Start of THE DATA

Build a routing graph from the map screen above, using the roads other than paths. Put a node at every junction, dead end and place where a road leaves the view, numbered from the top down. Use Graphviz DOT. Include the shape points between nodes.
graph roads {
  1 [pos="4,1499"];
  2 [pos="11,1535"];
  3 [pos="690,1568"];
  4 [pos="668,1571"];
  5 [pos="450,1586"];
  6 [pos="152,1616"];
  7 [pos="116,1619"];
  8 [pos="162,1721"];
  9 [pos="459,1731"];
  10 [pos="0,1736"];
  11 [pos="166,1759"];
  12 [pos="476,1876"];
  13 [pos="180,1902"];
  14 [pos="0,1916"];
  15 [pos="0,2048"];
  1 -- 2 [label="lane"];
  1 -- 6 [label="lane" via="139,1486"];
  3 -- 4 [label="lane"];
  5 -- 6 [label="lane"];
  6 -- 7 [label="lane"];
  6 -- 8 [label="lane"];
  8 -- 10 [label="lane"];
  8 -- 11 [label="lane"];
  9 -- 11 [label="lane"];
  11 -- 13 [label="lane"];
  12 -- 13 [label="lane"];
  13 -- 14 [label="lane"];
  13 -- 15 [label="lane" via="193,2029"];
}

End of THE DATA

→ WHAT THE TASK ASKS
Copy each record from above exactly, and include every line.

→ RESULT OF THIS EXERCISE
Build a routing graph from the map screen above, using the roads other than paths. Put a node at every junction, dead end and place where a road leaves the view, numbered from the top down. Use Graphviz DOT. Include the shape points between nodes.
graph roads {
  1 [pos="4,1499"];
  2 [pos="11,1535"];
  3 [pos="690,1568"];
  4 [pos="668,1571"];
  5 [pos="450,1586"];
  6 [pos="152,1616"];
  7 [pos="116,1619"];
  8 [pos="162,1721"];
  9 [pos="459,1731"];
  10 [pos="0,1736"];
  11 [pos="166,1759"];
  12 [pos="476,1876"];
  13 [pos="180,1902"];
  14 [pos="0,1916"];
  15 [pos="0,2048"];
  1 -- 2 [label="lane"];
  1 -- 6 [label="lane" via="139,1486"];
  3 -- 4 [label="lane"];
  5 -- 6 [label="lane"];
  6 -- 7 [label="lane"];
  6 -- 8 [label="lane"];
  8 -- 10 [label="lane"];
  8 -- 11 [label="lane"];
  9 -- 11 [label="lane"];
  11 -- 13 [label="lane"];
  12 -- 13 [label="lane"];
  13 -- 14 [label="lane"];
  13 -- 15 [label="lane" via="193,2029"];
}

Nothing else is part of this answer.